(Problem statement): Count every line below that holds "Солнечная". Number only.

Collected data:

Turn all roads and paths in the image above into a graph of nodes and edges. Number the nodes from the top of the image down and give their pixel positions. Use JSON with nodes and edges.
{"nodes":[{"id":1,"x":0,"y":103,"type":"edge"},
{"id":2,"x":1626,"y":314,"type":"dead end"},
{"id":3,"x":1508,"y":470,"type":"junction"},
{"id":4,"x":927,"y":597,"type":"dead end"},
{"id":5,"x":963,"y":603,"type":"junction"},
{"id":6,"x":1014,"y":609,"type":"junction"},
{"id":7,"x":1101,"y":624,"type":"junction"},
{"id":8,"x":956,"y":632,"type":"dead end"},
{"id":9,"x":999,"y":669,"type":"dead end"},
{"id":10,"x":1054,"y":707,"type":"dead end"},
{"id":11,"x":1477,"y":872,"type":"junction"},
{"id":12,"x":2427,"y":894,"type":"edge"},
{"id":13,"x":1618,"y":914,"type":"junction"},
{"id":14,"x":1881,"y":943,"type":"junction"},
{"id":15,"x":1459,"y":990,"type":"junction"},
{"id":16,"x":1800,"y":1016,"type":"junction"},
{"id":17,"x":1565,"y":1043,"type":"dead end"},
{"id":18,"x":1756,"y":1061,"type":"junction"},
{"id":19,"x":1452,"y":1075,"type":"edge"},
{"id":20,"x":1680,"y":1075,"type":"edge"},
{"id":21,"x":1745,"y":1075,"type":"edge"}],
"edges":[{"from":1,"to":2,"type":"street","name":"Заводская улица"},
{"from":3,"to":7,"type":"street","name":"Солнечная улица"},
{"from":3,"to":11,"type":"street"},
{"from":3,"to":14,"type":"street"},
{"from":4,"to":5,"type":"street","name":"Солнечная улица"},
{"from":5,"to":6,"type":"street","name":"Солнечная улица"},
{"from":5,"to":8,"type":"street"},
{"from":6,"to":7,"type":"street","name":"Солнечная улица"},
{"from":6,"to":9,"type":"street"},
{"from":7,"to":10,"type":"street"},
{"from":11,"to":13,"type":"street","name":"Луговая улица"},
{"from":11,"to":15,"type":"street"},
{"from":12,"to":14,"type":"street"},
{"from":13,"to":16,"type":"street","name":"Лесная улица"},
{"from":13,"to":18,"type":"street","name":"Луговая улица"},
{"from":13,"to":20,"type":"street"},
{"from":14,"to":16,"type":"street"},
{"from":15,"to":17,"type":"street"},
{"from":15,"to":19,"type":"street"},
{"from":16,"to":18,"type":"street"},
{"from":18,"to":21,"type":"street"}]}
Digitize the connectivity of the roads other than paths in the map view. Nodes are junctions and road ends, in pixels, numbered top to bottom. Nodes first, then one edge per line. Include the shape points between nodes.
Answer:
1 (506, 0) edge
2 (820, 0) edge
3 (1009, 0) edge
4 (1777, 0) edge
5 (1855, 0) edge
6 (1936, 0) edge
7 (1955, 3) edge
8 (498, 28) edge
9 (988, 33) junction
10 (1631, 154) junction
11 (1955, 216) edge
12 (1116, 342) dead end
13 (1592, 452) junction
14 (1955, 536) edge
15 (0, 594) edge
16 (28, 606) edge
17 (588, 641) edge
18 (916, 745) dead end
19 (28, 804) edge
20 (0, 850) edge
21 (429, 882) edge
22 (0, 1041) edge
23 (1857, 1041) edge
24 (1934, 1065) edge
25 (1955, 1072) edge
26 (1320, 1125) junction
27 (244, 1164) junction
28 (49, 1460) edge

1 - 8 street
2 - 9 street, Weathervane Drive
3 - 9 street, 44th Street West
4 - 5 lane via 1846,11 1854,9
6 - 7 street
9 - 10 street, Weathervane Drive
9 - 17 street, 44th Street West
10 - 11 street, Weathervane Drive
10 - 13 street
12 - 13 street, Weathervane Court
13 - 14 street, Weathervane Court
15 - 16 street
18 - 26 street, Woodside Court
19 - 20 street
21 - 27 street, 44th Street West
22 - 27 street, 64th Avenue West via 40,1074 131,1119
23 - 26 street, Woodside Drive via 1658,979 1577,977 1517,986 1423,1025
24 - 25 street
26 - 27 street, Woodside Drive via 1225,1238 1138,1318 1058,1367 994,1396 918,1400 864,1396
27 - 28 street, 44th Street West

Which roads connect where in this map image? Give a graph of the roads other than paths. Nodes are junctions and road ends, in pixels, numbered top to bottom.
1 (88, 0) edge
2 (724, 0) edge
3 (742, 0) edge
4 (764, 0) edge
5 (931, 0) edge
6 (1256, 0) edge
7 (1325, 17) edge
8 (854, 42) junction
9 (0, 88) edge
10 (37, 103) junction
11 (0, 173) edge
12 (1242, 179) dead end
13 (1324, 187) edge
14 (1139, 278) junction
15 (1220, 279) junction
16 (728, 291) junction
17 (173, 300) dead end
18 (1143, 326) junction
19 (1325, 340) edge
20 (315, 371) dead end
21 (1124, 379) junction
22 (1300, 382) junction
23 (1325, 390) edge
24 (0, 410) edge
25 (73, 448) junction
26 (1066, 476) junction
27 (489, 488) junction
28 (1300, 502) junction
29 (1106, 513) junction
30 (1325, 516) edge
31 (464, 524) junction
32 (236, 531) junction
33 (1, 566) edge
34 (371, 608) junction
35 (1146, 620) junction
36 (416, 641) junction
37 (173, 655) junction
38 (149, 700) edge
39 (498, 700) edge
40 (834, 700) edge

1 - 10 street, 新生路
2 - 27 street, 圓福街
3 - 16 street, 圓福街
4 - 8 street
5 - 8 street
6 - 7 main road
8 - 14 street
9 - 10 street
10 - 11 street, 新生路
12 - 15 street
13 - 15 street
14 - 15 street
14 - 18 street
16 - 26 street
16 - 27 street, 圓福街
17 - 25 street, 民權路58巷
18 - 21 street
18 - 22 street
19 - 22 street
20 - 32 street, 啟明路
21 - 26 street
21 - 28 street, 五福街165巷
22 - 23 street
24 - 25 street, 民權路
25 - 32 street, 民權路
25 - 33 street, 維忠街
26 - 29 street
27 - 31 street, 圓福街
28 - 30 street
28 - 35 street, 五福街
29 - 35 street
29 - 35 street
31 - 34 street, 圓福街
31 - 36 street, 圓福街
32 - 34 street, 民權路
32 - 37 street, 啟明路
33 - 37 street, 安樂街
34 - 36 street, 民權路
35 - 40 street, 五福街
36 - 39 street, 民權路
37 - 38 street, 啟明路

(Task answer): 4